Founded in 2009 by four industrial companies and three universities, including UW–Madison and UW-Milwaukee, M-WERC now has more than 75 members and an annual budget of more than $1 million. Its public-private consortium model provides the opportunity for companies, research institutions and training colleges to benefit from each other’s expertise while coordinating efforts to grow the Midwest’s EPC sector.

“By building this bridge, we help ensure that companies are not missing out on valuable opportunities to innovate their products or processes”

Bruce Beihoff

“With M-WERC, we build the bridge between researchers and private industry,” Bruce Beihoff, WEI’s technical director of industry relations, says. “By building this bridge, we help ensure that companies are not missing out on valuable opportunities to innovate their products or processes.”

According to Beihoff (who holds a joint appointment with M-WERC, where he is director of technology innovation), WEI and M-WERC’s other university members have filed two new patent applications for technologies with the potential to grow the Midwest’s energy sector. These collaborative projects, he adds, also expose companies to some of the universities’ most talented students.
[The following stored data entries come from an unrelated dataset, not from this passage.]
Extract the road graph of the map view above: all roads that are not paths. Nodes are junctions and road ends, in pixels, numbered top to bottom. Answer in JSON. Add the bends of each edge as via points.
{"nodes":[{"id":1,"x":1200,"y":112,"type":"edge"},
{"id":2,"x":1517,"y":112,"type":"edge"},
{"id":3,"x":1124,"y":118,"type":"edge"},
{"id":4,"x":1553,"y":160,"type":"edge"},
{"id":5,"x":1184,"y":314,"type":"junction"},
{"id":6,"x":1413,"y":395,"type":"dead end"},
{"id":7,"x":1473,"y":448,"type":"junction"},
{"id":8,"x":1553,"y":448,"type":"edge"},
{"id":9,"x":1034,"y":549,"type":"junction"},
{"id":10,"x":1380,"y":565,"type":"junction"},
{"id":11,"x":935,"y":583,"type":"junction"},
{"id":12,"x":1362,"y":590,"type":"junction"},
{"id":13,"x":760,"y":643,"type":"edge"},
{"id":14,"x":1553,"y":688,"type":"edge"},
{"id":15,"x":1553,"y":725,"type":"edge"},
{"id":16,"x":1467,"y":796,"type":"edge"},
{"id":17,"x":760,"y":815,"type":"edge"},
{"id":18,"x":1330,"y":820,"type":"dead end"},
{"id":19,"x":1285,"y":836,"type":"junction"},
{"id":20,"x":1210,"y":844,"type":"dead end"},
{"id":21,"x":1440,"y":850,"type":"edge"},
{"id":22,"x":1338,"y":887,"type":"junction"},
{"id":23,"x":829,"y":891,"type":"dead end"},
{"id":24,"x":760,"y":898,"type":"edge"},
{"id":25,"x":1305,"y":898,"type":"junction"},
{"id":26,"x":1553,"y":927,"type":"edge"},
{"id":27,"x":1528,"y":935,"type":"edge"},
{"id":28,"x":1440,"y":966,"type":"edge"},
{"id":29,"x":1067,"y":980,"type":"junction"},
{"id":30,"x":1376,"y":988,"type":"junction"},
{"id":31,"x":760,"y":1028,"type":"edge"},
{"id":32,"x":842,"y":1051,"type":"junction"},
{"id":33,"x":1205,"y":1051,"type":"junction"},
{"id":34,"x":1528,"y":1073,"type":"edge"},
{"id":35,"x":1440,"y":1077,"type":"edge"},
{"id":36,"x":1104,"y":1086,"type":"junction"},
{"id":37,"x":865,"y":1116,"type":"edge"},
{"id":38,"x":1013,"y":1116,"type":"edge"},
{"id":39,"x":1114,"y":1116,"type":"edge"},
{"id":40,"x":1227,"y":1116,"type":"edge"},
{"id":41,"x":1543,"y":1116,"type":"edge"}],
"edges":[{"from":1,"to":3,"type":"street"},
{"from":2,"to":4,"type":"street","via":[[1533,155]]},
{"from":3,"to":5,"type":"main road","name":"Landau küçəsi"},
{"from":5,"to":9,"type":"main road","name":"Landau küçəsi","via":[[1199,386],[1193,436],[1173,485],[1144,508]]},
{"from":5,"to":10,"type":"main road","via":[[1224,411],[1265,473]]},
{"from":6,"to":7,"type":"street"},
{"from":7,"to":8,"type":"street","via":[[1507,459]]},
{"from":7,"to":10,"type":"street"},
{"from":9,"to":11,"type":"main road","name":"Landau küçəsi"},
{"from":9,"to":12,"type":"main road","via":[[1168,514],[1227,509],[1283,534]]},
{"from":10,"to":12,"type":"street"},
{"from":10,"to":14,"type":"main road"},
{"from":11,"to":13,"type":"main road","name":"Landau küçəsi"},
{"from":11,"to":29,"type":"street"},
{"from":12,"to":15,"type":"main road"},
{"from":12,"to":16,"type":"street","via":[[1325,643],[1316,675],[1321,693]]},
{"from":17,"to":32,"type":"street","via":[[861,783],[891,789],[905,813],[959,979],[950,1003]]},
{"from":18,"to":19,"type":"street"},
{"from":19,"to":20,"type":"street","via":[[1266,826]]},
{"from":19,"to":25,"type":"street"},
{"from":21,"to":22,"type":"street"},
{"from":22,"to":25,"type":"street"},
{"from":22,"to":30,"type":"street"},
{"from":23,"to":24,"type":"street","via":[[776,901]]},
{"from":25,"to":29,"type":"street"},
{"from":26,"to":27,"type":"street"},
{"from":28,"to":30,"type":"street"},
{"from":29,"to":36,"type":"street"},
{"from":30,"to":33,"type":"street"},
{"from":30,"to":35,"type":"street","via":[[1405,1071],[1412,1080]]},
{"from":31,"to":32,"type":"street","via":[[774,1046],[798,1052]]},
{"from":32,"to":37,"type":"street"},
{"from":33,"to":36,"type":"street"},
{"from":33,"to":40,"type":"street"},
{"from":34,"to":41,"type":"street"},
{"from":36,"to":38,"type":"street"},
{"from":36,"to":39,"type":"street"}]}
WEI also contributes leadership to M-WERC. In 2014, M-WERC appointed WEI director and UW–Madison Professor of Engineering Physics Michael Corradini chair of its board. Corradini, a nationally recognized nuclear energy expert who joined the board in 2013, provides research and industry leadership, and helps expand M-WERC’s strategic partnerships.

“Mike and Bruce are tremendous assets to M-WERC and its members,” says M-WERC Executive Director and CEO Alan Perlstein. “Their contributions highlight the important role WEI and the broader university research community play in keeping the Midwest energy sector competitive and growing.”

Though M-WERC’s focus is on the energy, power and control sector of the greater Midwest region, its impact on Wisconsin’s economy is particularly noteworthy. Wisconsin’s EPC sector includes more than 900 companies from nearly every county in the state, employs 100,000 people, and generates more than $38 billion in economic activity.

“Our technical outreach touches companies that do billions of dollars of business in the world, millions of dollars of which impact the state of Wisconsin,” Beihoff says. “There’s no question that by making this community more competitive, we are helping these companies succeed — and that their success is growing Wisconsin’s economy and creating jobs here at home.”